For purposes of the foregoing, and superseding and replacing the definition of “Change of Control” as set forth in Paragraph 5. B. of the Agreement, a “Change of Control” shall mean the occurrence of any of the following events: (i) an acquisition of any voting securities of the Company by any “person” (as the term “person” is used for purposes of Section 13(d) or Section 14(d) of the Securities Exchange Act of 1934, as amended (the “1934 Act”)) immediately after which such person has “beneficial ownership” (within the meaning of Rule 13d-3 promulgated under the 1934 Act) of 50% or more of the combined voting power of the Company’s then outstanding voting securities; or (ii) approval by the stockholders of the Company of: (x) a merger, consolidation, share exchange or reorganization involving the Company, unless the stockholders of the Company, immediately before such merger, consolidation, share exchange or reorganization, own, directly or indirectly immediately following such merger, consolidation, share exchange or reorganization, at least 50% of the combined voting power of the outstanding voting securities of the corporation that is the successor in such merger, consolidation, share exchange or reorganization in substantially the same proportion as their ownership of the voting securities immediately before such merger, consolidation, share exchange or reorganization; (y) a complete liquidation or dissolution of the Company; or (z) an agreement for the sale or other disposition of all or substantially all of the assets of the Company.

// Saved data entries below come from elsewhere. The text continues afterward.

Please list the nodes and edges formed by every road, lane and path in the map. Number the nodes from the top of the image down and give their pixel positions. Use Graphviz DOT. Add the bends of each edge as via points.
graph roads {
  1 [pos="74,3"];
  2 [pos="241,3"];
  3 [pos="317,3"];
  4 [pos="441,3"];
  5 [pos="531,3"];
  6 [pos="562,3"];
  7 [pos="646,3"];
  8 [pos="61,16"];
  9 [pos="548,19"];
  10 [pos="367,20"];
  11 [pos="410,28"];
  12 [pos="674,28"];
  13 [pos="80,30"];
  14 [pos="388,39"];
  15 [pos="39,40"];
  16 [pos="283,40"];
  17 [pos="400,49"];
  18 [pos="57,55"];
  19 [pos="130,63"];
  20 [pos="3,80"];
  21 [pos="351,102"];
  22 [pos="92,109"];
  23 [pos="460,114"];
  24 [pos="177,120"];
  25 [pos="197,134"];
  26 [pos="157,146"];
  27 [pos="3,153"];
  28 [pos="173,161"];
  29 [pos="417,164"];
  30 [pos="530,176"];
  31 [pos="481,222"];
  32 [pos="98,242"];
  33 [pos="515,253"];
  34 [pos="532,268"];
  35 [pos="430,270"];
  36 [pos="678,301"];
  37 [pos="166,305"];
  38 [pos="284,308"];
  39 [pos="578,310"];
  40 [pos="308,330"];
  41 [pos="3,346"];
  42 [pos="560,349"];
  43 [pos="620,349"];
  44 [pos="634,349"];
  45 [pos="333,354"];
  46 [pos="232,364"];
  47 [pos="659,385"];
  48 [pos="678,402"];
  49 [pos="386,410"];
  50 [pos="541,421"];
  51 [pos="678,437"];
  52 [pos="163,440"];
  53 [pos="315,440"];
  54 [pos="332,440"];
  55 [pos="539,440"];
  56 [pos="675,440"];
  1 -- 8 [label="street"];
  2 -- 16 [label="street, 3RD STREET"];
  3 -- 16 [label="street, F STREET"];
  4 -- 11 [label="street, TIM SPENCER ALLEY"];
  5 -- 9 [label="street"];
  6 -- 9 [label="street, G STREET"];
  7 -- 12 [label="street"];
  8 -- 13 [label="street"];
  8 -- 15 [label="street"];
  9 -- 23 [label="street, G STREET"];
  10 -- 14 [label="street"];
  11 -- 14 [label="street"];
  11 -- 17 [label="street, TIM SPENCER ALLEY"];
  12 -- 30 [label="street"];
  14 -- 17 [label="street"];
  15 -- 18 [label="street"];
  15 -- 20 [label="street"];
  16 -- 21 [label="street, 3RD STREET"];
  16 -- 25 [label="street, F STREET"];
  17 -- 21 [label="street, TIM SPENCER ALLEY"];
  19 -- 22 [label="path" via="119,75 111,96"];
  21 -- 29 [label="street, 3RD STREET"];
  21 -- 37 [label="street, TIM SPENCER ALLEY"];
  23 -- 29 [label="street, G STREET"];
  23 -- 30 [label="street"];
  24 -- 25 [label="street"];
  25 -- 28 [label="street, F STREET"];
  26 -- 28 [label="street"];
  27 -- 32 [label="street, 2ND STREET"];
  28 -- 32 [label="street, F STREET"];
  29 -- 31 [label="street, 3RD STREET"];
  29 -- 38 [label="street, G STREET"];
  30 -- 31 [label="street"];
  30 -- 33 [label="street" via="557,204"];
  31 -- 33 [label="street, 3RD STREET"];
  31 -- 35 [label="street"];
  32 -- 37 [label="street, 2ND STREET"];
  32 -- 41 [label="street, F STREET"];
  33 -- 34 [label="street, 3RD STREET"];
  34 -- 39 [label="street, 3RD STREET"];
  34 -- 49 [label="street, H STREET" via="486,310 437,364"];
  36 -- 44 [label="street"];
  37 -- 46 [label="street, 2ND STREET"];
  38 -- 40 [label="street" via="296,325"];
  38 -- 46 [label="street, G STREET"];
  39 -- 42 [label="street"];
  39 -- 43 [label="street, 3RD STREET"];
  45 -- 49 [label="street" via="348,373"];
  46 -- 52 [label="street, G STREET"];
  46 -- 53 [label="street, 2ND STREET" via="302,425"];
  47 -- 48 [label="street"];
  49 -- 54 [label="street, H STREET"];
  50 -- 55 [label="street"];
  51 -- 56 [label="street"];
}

4. | Paragraph 12.D. shall be added to the Agreement and shall state: |
Parachute Payment. If any payment or benefit the Executive would receive pursuant a Change of Control or otherwise (“Payment”) would (i) constitute a
“parachute payment” within the meaning of Section 280G of the Code, and (ii) but for this sentence, be subject to the excise tax imposed by Section 4999 of the Code (the “Excise Tax”), then such Payment shall be reduced to the Reduced Amount. The “Reduced Amount” shall be either (x) the largest portion of the Payment that would result in no portion of the Payment being subject to the Excise Tax or (y) the largest portion, up to and including the total, of the Payment, whichever amount, after taking into account all applicable federal, state and local employment taxes, income taxes, and the Excise Tax (all computed at the highest applicable marginal rate), results in the Executive’s receipt, on an after-tax basis, of the greater amount of the Payment notwithstanding that all or some portion of the Payment may be subject to the Excise Tax. If a reduction in payments or benefits constituting “parachute payments” is necessary so that the Payment equals the Reduced Amount, reduction shall occur in the following order unless the Executive elects in writing a different order (provided, however, that such election shall be subject to Company approval if made on or after the effective date of the event that triggers the Payment): (1) reduction of cash payments, (2) cancellation of accelerated vesting of equity awards, and (3) reduction of employee benefits. In the event that acceleration of vesting of equity award compensation is to be reduced, such acceleration of vesting shall be cancelled in the reverse order of the date of grant of the Executive’s equity awards unless the Executive elects in writing a different order for cancellation.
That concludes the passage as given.